- [Task requirements]
Could you reproduce every record below exactly as written?

- [Task data]
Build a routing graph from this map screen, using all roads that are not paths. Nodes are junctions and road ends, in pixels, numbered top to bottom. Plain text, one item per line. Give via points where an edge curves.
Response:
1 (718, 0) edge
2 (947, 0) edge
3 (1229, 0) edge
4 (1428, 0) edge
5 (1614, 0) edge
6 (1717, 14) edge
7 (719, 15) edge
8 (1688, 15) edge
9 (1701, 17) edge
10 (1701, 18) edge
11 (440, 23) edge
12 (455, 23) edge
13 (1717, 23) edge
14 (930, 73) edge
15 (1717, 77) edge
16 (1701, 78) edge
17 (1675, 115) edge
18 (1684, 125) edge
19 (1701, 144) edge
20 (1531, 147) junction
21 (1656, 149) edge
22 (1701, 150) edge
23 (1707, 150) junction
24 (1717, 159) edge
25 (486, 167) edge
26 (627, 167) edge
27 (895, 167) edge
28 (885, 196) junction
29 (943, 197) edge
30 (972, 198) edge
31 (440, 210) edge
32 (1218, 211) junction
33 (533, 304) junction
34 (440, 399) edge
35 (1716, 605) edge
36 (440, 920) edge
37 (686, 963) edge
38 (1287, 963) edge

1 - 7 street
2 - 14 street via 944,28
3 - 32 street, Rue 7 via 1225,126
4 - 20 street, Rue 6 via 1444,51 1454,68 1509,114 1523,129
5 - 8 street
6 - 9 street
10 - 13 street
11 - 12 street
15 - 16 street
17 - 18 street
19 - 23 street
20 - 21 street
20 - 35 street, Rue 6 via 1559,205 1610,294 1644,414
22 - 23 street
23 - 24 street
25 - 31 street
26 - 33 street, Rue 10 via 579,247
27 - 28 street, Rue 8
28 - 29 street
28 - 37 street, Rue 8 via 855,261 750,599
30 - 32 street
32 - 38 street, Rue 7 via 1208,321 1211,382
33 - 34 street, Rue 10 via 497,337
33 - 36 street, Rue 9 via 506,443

- [Worked solution]
Build a routing graph from this map screen, using all roads that are not paths. Nodes are junctions and road ends, in pixels, numbered top to bottom. Plain text, one item per line. Give via points where an edge curves.
Response:
1 (718, 0) edge
2 (947, 0) edge
3 (1229, 0) edge
4 (1428, 0) edge
5 (1614, 0) edge
6 (1717, 14) edge
7 (719, 15) edge
8 (1688, 15) edge
9 (1701, 17) edge
10 (1701, 18) edge
11 (440, 23) edge
12 (455, 23) edge
13 (1717, 23) edge
14 (930, 73) edge
15 (1717, 77) edge
16 (1701, 78) edge
17 (1675, 115) edge
18 (1684, 125) edge
19 (1701, 144) edge
20 (1531, 147) junction
21 (1656, 149) edge
22 (1701, 150) edge
23 (1707, 150) junction
24 (1717, 159) edge
25 (486, 167) edge
26 (627, 167) edge
27 (895, 167) edge
28 (885, 196) junction
29 (943, 197) edge
30 (972, 198) edge
31 (440, 210) edge
32 (1218, 211) junction
33 (533, 304) junction
34 (440, 399) edge
35 (1716, 605) edge
36 (440, 920) edge
37 (686, 963) edge
38 (1287, 963) edge

1 - 7 street
2 - 14 street via 944,28
3 - 32 street, Rue 7 via 1225,126
4 - 20 street, Rue 6 via 1444,51 1454,68 1509,114 1523,129
5 - 8 street
6 - 9 street
10 - 13 street
11 - 12 street
15 - 16 street
17 - 18 street
19 - 23 street
20 - 21 street
20 - 35 street, Rue 6 via 1559,205 1610,294 1644,414
22 - 23 street
23 - 24 street
25 - 31 street
26 - 33 street, Rue 10 via 579,247
27 - 28 street, Rue 8
28 - 29 street
28 - 37 street, Rue 8 via 855,261 750,599
30 - 32 street
32 - 38 street, Rue 7 via 1208,321 1211,382
33 - 34 street, Rue 10 via 497,337
33 - 36 street, Rue 9 via 506,443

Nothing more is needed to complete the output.